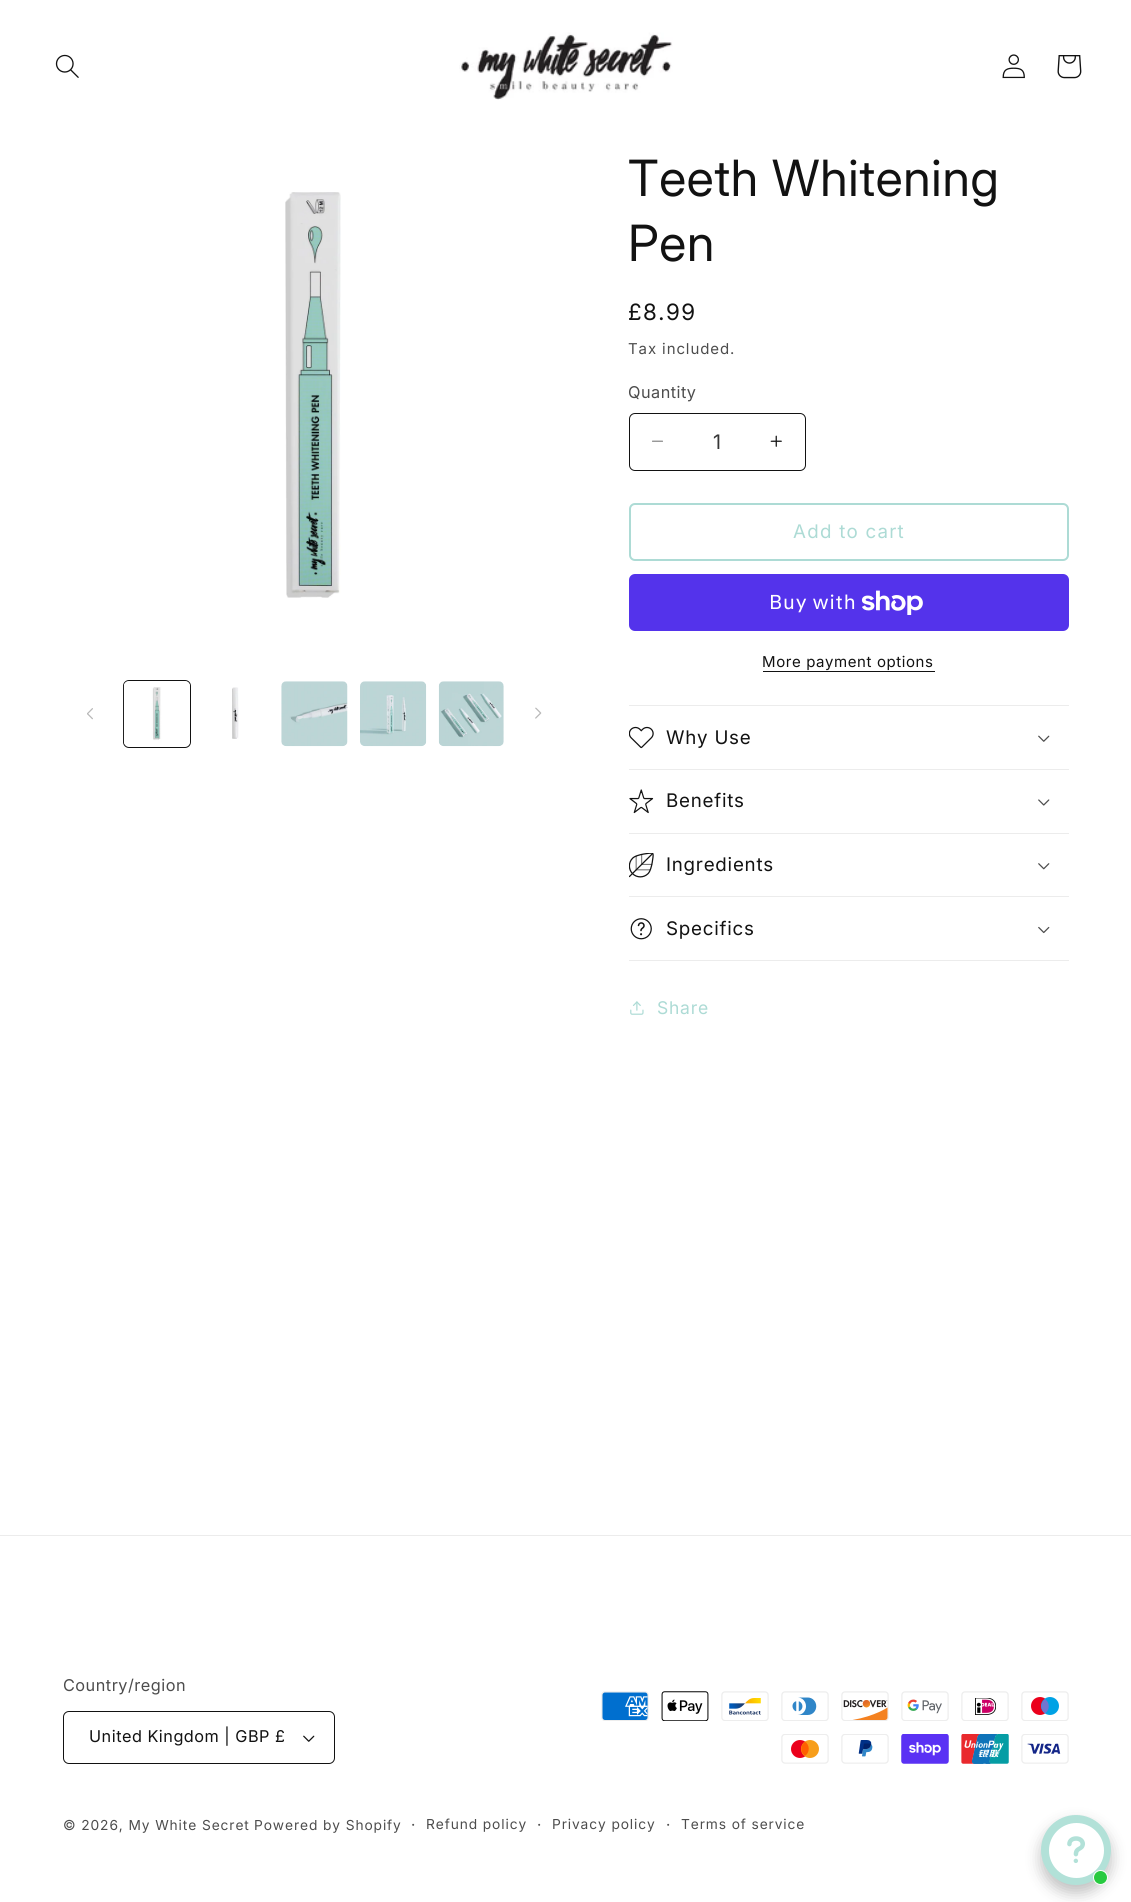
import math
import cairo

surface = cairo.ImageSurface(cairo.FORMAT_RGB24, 1131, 1902)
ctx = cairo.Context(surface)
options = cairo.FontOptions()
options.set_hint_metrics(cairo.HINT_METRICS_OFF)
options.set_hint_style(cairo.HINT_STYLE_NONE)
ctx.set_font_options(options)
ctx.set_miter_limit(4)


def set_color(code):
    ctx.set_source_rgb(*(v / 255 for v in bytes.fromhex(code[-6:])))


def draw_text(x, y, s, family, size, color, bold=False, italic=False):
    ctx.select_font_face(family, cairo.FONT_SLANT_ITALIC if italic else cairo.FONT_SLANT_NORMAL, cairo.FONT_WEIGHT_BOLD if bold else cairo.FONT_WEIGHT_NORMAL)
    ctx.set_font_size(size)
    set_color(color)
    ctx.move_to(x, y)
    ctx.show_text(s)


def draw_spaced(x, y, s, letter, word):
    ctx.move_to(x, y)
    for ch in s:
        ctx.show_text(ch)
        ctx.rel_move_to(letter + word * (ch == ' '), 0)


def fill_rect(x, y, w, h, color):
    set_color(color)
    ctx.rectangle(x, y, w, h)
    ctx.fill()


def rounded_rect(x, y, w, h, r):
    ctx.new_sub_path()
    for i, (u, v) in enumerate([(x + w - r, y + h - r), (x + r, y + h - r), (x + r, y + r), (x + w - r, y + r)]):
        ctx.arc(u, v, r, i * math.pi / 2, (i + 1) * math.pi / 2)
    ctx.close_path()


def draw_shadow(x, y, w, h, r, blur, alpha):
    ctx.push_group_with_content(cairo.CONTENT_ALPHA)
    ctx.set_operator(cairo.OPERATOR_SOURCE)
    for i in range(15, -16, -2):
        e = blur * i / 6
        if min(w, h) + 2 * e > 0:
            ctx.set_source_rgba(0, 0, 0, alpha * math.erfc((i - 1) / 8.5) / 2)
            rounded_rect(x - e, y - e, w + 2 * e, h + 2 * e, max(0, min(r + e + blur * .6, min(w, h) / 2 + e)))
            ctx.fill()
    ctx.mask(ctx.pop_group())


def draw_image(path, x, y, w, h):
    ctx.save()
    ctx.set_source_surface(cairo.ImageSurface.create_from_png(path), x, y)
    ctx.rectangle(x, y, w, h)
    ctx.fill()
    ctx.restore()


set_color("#ffffff")
ctx.paint()
draw_image("assets/img1.png", 55, 54, 24, 24)
draw_image("assets/img2.png", 459, 32, 214, 68)
draw_image("assets/img3.png", 1002, 54, 23, 25)
draw_image("assets/img4.png", 1057, 55, 25, 24)
draw_image("assets/img5.png", 285, 192, 56, 406)
draw_image("assets/img6.png", 87, 708, 6, 12)
rounded_rect(123.5, 680.5, 67, 67, 5.5)
set_color("#121212")
ctx.set_line_width(1)
ctx.stroke()
draw_image("assets/img7.png", 123, 681, 67, 65)
draw_image("assets/img8.png", 232, 687, 7, 52)
draw_image("assets/img9.png", 281, 681, 67, 66)
draw_image("assets/img10.png", 360, 681, 67, 66)
draw_image("assets/img11.png", 438, 681, 66, 66)
draw_image("assets/img12.png", 535, 707, 7, 12)
ctx.select_font_face("Inter")
ctx.set_font_size(50)
draw_spaced(628, 196, "Teeth Whitening", 0.75, 0)
draw_spaced(628, 261, "Pen", 0.75, 0)
ctx.select_font_face("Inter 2")
ctx.set_font_size(22.5)
draw_spaced(628, 320, "£8.99", 1.5, 0)
ctx.select_font_face("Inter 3")
ctx.set_font_size(15)
set_color("#4d4d4d")
draw_spaced(628, 354, "Tax included.", 0.9, 0)
ctx.set_font_size(16.25)
draw_spaced(628, 398, "Quantity", 0.5, 0)
draw_image("assets/img13.png", 652, 440, 11, 2)
draw_image("assets/img14.png", 770, 435, 12, 12)
rounded_rect(629.5, 413.5, 176, 57, 5.5)
set_color("#121212")
ctx.stroke()
draw_text(713, 449, "1", "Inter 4", 20, "#363636")
rounded_rect(630, 504, 438, 56, 5)
set_color("#addbd5")
ctx.set_line_width(2)
ctx.stroke()
ctx.select_font_face("Inter 3")
ctx.set_font_size(18.75)
draw_spaced(793, 538, "Add to cart", 1.25, 0)
set_color("#5433eb")
rounded_rect(629, 574, 440, 57, 6)
ctx.fill()
ctx.select_font_face("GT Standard")
ctx.set_font_size(20)
set_color("#ffffff")
draw_spaced(769, 609, "Buy with", 0.75, 0)
draw_image("assets/img15.png", 861, 590, 62, 25)
ctx.select_font_face("Inter 3")
ctx.set_font_size(15)
set_color("#121212")
draw_spaced(762, 667, "More payment options", 0.6, 0)
fill_rect(763, 671, 172, 1, "#121212")
fill_rect(629, 705, 440, 1, "#ececec")
fill_rect(629, 769, 440, 1, "#ececec")
draw_image("assets/img16.png", 629, 726, 25, 23)
ctx.set_font_size(18.75)
set_color("#121212")
draw_spaced(666, 744, "Why Use", 0.75, 0)
draw_image("assets/img17.png", 1038, 735, 12, 7)
fill_rect(629, 833, 440, 1, "#ececec")
draw_image("assets/img18.png", 629, 789, 25, 25)
set_color("#121212")
draw_spaced(666, 807, "Benefits", 0.75, 0)
draw_image("assets/img19.png", 1038, 799, 12, 7)
fill_rect(629, 896, 440, 1, "#ececec")
draw_image("assets/img20.png", 629, 853, 25, 25)
set_color("#121212")
draw_spaced(666, 871, "Ingredients", 0.75, 0)
draw_image("assets/img21.png", 1038, 863, 12, 7)
fill_rect(629, 960, 440, 1, "#ececec")
draw_image("assets/img22.png", 630, 918, 22, 22)
set_color("#121212")
draw_spaced(666, 935, "Specifics", 0.75, 0)
draw_image("assets/img23.png", 1038, 926, 12, 8)
draw_image("assets/img24.png", 630, 1001, 14, 14)
ctx.set_font_size(17.5)
set_color("#addbd5")
draw_spaced(657, 1014, "Share", 0.75, 0)
fill_rect(0, 1535, 1131, 1, "#ececec")
ctx.set_font_size(16.25)
set_color("#4d4d4d")
draw_spaced(63, 1691, "Country/region", 0.5, 0)
draw_image("assets/img25.png", 303, 1735, 12, 7)
rounded_rect(63.5, 1711.5, 271, 52, 5.5)
set_color("#121212")
ctx.set_line_width(1)
ctx.stroke()
draw_spaced(89, 1742, "United Kingdom | GBP £", 0.5, 0)
draw_image("assets/img26.png", 601, 1691, 48, 30)
draw_image("assets/img27.png", 661, 1691, 48, 30)
draw_image("assets/img28.png", 721, 1691, 48, 30)
draw_image("assets/img29.png", 781, 1691, 48, 30)
draw_image("assets/img30.png", 841, 1691, 48, 30)
draw_image("assets/img31.png", 901, 1691, 48, 30)
draw_image("assets/img32.png", 961, 1691, 48, 30)
draw_image("assets/img33.png", 1021, 1691, 48, 30)
draw_image("assets/img34.png", 781, 1734, 48, 30)
draw_image("assets/img35.png", 841, 1734, 48, 30)
draw_image("assets/img36.png", 901, 1734, 48, 30)
draw_image("assets/img37.png", 961, 1734, 48, 30)
draw_image("assets/img38.png", 1021, 1734, 48, 30)
ctx.set_font_size(13.75)
set_color("#4d4d4d")
draw_spaced(63, 1830, "© 2026, My White Secret", 0.9, 0)
draw_spaced(254, 1830, "Powered by Shopify", 0.9, 0)
ctx.set_font_size(15)
draw_spaced(411, 1830, "·", 0.9, 0)
ctx.set_font_size(13.75)
draw_spaced(426, 1829, "Refund policy", 0.9, 0)
ctx.set_font_size(15)
draw_spaced(537, 1830, "·", 0.9, 0)
ctx.set_font_size(13.75)
draw_spaced(552, 1829, "Privacy policy", 0.9, 0)
ctx.set_font_size(15)
draw_spaced(666, 1830, "·", 0.9, 0)
ctx.set_font_size(13.75)
draw_spaced(681, 1829, "Terms of service", 0.9, 0)
set_color("#000000")
draw_shadow(1041, 1823, 70, 70, 35, 7.5, 0.25)
set_color("#b2e1d8")
ctx.arc(1076, 1850, 35, 0, 2 * math.pi)
ctx.fill()
set_color("#ffffff")
ctx.arc(1076.5, 1850.5, 27.5, 0, 2 * math.pi)
ctx.fill()
draw_image("assets/img39.png", 1067, 1836, 18, 27)
set_color("#27ca40")
ctx.arc(1100.5, 1877.5, 7, 0, 2 * math.pi)
ctx.fill_preserve()
set_color("#ffffff")
ctx.stroke()
surface.write_to_png("output.png")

══════════════════════════════

Leave out the pictures and repeat the lines from the start of the material through the line with "ctx.set_source_rgb(*(v / 255", inclusive.

import math
import cairo

surface = cairo.ImageSurface(cairo.FORMAT_RGB24, 1131, 1902)
ctx = cairo.Context(surface)
options = cairo.FontOptions()
options.set_hint_metrics(cairo.HINT_METRICS_OFF)
options.set_hint_style(cairo.HINT_STYLE_NONE)
ctx.set_font_options(options)
ctx.set_miter_limit(4)


def set_color(code):
    ctx.set_source_rgb(*(v / 255 for v in bytes.fromhex(code[-6:])))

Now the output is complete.